Entramos en el problema del pecado original, presentado por San Juan de la
Cruz más en sus efectos sobre el hombre y en su remedio en Cristo, que en su
realización concreta. Al hablar de unos temas hoy tan problemáticos y
discutidos como los dones preternaturales y el pecado original, sigue –con
algunos matices- las opiniones teológicas tradicionales, aceptadas por todos
en su época. Donde se muestra más original, en la línea de los Padres
orientales, es en la Teología de la Redención, que no se limita a restaurar
una situación primitiva, sino que va mucho más allá, estableciendo una
realidad nueva, aunque correspondiente a un proyecto anterior al pecado y a
la misma creación: el proceso de divinización de las criaturas. 6.1. La
creación de los
primeros padres. Adán fue creado en el «estado de la
inocencia» (2N 24,2), o, llamado de otro modo, «estado de la justicia
original» (C 37,1), «en que Dios le dio a Adán gracia e inocencia»

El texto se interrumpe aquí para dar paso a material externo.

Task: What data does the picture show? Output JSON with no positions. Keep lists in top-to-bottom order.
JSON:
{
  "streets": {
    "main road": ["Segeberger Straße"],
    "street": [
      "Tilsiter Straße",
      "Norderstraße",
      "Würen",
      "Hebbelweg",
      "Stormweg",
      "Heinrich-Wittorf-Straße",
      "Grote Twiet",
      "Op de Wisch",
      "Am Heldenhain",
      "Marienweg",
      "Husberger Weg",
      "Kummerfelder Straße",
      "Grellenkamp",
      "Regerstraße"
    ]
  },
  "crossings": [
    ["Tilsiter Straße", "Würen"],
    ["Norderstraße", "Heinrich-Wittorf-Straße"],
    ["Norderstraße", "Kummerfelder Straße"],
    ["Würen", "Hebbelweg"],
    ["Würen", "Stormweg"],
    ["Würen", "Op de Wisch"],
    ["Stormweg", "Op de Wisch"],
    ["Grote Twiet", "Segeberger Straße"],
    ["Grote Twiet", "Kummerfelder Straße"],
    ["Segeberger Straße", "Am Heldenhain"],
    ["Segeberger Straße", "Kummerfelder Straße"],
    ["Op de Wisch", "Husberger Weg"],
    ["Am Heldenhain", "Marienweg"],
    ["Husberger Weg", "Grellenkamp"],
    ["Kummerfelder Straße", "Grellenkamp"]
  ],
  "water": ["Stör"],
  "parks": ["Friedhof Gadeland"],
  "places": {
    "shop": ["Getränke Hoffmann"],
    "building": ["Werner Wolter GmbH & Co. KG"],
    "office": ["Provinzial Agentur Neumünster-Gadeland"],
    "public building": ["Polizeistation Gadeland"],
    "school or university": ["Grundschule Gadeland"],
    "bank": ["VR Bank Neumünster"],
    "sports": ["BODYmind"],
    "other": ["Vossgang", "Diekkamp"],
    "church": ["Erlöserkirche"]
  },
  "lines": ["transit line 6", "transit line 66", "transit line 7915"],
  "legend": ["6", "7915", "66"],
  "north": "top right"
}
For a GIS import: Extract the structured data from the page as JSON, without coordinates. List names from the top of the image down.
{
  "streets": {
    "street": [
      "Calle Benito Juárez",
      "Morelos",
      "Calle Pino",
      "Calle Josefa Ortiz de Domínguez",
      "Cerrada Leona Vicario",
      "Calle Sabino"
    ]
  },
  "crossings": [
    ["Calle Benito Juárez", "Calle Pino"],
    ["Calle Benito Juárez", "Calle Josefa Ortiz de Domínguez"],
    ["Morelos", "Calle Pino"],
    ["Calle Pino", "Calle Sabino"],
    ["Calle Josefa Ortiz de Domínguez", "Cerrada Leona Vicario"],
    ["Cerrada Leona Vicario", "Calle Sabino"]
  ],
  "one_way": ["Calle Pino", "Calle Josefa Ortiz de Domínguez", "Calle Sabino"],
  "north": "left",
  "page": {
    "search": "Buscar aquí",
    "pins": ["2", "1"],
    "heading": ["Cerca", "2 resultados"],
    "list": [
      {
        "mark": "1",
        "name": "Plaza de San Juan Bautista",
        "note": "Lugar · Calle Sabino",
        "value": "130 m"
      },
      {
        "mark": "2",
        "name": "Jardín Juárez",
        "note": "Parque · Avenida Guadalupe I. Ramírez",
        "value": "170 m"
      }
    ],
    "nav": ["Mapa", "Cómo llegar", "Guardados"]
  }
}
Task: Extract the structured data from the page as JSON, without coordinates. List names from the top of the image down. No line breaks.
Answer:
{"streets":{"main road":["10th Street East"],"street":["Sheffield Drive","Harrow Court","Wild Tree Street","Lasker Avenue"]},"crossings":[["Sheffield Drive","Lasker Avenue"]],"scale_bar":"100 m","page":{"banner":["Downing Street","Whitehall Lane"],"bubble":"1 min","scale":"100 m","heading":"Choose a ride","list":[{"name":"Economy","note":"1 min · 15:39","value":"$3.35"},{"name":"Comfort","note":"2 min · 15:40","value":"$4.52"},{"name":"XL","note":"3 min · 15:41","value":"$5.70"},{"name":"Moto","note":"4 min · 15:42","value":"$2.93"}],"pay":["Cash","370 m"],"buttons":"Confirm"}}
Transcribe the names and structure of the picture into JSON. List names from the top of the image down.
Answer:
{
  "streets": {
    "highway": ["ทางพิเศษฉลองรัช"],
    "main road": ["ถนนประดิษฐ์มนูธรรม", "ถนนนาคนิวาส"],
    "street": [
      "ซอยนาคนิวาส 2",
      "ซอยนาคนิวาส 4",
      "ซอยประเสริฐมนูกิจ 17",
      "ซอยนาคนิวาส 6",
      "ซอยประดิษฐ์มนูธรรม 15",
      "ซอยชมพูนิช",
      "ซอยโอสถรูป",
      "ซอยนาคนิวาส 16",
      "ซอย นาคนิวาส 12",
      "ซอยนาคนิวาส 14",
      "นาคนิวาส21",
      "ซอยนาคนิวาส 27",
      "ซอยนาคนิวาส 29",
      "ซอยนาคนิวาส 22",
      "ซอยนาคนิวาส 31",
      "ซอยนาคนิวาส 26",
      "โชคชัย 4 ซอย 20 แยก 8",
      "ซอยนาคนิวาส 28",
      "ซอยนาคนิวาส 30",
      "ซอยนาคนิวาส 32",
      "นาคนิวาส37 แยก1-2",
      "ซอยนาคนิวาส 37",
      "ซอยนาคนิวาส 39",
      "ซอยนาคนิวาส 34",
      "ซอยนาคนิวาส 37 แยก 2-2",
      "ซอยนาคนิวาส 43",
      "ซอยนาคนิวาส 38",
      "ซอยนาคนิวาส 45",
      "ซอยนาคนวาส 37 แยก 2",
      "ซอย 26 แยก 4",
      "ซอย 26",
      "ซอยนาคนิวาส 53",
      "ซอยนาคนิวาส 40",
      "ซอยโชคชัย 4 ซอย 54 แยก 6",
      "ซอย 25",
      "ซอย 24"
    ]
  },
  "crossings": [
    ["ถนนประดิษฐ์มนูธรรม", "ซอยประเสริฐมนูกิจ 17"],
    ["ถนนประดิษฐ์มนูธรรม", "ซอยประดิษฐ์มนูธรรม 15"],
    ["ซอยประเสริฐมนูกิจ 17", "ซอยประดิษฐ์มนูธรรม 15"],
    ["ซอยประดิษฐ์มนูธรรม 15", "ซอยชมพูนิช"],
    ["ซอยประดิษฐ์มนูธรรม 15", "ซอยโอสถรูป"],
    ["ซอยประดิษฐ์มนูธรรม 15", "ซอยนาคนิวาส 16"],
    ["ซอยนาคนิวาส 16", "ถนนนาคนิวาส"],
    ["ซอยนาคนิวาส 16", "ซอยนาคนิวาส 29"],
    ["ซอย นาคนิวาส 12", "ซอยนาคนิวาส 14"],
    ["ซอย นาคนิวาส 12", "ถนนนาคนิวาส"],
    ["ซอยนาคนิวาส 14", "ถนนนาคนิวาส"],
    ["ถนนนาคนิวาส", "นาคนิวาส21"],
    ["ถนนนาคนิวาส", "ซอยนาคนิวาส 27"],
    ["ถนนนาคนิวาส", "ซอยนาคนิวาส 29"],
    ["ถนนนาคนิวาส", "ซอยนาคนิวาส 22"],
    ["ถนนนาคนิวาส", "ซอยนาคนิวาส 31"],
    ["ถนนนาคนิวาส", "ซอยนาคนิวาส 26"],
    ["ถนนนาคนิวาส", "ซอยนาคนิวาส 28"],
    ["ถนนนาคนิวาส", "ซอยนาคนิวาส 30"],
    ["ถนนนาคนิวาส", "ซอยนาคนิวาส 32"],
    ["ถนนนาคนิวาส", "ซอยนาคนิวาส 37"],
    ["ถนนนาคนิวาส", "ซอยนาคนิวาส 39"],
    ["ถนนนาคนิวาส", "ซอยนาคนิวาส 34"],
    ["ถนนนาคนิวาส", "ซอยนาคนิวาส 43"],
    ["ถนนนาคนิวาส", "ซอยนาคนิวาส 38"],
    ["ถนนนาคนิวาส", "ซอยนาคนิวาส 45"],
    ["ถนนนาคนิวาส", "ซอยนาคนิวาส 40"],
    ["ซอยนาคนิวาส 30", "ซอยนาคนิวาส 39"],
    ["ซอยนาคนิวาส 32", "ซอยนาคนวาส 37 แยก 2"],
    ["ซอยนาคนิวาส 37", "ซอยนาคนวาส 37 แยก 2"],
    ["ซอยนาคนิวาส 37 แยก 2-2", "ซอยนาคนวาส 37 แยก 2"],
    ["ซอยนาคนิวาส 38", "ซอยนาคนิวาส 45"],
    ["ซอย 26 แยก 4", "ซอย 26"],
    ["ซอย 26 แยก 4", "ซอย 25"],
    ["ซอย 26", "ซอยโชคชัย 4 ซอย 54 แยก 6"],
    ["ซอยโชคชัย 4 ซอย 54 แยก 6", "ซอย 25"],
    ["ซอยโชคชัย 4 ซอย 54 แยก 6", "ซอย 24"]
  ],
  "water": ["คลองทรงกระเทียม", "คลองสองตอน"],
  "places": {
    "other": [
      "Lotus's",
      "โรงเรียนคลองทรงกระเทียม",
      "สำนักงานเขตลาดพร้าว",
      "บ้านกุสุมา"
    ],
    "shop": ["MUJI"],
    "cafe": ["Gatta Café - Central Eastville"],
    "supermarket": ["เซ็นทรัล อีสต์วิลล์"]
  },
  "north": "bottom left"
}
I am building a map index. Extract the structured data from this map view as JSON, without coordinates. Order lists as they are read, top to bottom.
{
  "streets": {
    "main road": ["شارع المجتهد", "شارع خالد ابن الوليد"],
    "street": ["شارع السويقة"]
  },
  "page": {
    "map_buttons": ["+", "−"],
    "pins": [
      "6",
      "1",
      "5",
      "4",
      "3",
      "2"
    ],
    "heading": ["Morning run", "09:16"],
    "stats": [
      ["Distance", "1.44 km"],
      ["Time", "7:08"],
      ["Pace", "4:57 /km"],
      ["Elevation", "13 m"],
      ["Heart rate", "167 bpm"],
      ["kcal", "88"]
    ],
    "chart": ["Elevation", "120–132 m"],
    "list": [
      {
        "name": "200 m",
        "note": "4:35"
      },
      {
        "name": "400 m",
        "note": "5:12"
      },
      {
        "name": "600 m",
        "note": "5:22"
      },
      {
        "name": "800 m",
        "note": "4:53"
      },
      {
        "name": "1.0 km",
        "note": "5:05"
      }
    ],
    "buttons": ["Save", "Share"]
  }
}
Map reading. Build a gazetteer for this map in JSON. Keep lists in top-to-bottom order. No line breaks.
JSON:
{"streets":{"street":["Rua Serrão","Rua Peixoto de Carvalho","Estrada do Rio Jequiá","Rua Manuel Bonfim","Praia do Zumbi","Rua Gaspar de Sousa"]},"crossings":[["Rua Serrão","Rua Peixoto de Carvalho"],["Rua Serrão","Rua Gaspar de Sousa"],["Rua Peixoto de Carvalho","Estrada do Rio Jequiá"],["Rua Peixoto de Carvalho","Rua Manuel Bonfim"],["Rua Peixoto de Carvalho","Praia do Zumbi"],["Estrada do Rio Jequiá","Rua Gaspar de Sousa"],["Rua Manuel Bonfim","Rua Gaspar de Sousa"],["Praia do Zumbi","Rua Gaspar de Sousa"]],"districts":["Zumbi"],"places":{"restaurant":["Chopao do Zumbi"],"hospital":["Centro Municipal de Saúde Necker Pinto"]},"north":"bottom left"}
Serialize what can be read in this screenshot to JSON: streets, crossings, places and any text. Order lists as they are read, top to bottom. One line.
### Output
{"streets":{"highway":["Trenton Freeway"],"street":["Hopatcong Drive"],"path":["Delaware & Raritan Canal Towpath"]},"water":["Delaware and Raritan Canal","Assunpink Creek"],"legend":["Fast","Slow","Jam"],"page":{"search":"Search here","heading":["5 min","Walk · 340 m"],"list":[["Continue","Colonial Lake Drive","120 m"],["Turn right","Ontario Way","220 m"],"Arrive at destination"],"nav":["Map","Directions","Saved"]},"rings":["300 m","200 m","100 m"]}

(C 37,5), «que no sabía qué cosa era el mal» (C 26,14). Desde el
principio su vocación era la unión de amor con Dios, el encuentro con Cristo
y transformación en él, ya que la intención del Padre al crearle era que
amara a su Hijo como él le amaba en el Espíritu Santo, que fuera su esposa;
y la del Hijo era darle a conocer al Padre y llevarle a él, para que le amara
como él le ama en el Espíritu Santo. «Al fin, para este fin de amor fuimos
criados» (C 29,3). Al principio, el hombre utilizaba su actividad natural
para crecer en el amor de Dios, para prepararse a la unión con él, ya que «toda
la armonía y habilidad de la parte sensitiva del hombre servía al hombre para
más recreación y ayuda de conocimiento y amor de Dios en paz y concordia con
la parte superior» (C 31,5). Los sentidos interiores y exteriores,
servían, así, de manera ordenada, al fin para el que fueron creados: ofrecer
al hombre el conocimiento de la realidad y ser el medio de su relación con el
mundo, al servicio del espíritu: «En el estado de la inocencia a nuestros
primeros padres todo cuanto veían y hablaban y comían en el paraíso les
servía para mayor sabor de contemplación, por tener ellos bien sujeta y
ordenada la parte sensitiva a la razón» (3S 26,5). 6.2. Los
efectos del Pecado
Original en el hombre. No comenta cómo se realizó. Habla de sus
efectos, que nos dificultan para realizar la vocación inicial. La
consecuencia principal fue «un desorden en la razón»; por lo que cayó
en un «mísero estado de cautiverio» (1S 15,1), encontrándose ahora «como
un gran señor en la cárcel, sujeto a mil miserias... a cada ocasión sus
siervos y esclavos (potencias y capacidades naturales) sin algún respeto se
enderezan contra él» (C 18,1). En este estado, la esposa pasó de ser
señora a sierva. Ahora se encuentra «sujeta a las pasiones y apetitos
naturales» (1S 15,1), marcada por «la hebetudo
mentis y la rudeza natural» (2N 2,2), con «el
caudal natural caído y bajo» (C 23,8). No es cosa de algunos
individuos, sino que toda «la naturaleza humana fue estragada y perdida»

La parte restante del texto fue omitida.